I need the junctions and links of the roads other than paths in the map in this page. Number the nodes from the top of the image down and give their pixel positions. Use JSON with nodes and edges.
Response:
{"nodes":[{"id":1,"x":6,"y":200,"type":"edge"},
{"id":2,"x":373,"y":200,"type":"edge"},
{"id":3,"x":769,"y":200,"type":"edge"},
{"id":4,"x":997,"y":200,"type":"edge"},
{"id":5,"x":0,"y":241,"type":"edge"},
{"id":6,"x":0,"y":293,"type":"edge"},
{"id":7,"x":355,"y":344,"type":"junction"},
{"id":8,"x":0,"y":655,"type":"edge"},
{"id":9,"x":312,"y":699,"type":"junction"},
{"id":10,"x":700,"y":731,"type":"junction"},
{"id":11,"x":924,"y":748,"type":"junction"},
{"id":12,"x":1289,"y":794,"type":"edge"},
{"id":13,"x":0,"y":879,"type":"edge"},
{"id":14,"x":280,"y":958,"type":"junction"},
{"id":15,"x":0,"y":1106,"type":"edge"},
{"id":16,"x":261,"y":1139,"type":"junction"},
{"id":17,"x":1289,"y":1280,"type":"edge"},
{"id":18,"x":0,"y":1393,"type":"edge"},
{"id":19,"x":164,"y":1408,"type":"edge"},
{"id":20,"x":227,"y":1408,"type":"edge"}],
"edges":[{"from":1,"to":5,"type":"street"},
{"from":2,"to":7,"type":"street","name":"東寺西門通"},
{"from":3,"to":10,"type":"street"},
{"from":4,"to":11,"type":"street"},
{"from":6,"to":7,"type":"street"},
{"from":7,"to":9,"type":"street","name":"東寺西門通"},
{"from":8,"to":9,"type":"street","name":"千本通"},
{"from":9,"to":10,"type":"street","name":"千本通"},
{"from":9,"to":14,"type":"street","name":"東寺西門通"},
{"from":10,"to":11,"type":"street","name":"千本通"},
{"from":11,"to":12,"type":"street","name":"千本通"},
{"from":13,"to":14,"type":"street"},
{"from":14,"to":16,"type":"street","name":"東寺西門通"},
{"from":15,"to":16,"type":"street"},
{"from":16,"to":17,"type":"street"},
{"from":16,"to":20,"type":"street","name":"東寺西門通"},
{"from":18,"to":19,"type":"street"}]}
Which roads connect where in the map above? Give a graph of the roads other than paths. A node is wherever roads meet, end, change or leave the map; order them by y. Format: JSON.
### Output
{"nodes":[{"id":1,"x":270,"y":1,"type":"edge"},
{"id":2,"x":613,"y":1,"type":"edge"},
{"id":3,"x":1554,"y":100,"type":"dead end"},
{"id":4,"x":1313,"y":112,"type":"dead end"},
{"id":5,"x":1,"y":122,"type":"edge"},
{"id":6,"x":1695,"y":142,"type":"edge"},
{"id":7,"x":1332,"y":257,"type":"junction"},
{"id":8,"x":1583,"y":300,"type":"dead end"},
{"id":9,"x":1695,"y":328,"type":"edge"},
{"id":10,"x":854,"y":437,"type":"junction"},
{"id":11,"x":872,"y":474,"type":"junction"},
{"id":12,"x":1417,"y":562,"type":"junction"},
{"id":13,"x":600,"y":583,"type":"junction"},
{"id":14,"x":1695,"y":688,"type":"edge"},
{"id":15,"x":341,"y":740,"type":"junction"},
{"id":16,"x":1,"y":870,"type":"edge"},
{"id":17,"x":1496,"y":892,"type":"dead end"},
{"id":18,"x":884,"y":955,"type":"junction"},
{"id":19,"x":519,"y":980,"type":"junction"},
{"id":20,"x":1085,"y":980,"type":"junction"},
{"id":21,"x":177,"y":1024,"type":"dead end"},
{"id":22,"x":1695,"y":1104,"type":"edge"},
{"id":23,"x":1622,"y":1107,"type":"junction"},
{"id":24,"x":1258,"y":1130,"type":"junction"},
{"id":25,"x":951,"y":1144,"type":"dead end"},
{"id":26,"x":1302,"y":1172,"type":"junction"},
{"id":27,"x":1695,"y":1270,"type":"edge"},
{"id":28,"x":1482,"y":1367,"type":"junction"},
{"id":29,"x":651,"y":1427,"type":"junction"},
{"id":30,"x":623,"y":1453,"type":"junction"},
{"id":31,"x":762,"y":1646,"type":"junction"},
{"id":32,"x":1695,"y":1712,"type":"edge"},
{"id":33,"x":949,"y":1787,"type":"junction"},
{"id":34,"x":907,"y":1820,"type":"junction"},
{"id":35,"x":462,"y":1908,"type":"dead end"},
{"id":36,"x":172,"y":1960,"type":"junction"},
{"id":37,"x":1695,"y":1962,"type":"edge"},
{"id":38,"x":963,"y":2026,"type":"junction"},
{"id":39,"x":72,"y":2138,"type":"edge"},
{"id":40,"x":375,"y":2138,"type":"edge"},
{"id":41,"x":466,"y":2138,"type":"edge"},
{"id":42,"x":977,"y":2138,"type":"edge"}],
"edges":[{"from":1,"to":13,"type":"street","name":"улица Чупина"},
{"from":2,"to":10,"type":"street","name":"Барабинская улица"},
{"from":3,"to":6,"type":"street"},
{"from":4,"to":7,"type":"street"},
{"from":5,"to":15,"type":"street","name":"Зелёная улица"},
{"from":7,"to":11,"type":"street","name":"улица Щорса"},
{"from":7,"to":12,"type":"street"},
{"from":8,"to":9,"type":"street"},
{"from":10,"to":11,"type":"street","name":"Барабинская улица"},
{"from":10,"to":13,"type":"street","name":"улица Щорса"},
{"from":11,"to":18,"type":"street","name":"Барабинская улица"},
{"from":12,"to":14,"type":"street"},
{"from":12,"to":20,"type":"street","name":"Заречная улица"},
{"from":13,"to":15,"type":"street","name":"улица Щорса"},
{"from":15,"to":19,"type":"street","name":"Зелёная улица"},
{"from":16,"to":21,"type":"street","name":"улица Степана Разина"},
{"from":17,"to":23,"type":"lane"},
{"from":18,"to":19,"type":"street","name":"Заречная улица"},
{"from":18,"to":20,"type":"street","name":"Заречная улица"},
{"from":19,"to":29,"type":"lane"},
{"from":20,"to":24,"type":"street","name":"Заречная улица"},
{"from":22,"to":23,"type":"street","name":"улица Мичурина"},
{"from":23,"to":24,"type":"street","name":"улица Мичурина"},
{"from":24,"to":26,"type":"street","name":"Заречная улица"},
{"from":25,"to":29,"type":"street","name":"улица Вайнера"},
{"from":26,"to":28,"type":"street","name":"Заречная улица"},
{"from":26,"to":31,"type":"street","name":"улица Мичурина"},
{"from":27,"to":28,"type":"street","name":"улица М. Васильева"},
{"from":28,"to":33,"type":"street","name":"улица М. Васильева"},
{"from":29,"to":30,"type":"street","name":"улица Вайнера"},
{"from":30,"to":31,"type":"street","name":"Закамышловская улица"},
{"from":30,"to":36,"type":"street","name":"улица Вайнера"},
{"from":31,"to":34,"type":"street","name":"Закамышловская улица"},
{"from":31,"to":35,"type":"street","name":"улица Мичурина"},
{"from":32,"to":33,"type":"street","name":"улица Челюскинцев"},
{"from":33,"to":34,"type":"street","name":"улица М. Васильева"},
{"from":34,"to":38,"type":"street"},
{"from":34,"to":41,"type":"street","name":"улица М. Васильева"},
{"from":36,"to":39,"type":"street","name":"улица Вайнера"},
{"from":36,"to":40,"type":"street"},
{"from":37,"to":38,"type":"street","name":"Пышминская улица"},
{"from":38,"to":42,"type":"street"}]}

#### [WORK TO COMPLETE]
Considering only the data above, return the lines in which "lane" occurs.

#### [EXERCISE OUTPUT]
{"from":17,"to":23,"type":"lane"},
{"from":19,"to":29,"type":"lane"},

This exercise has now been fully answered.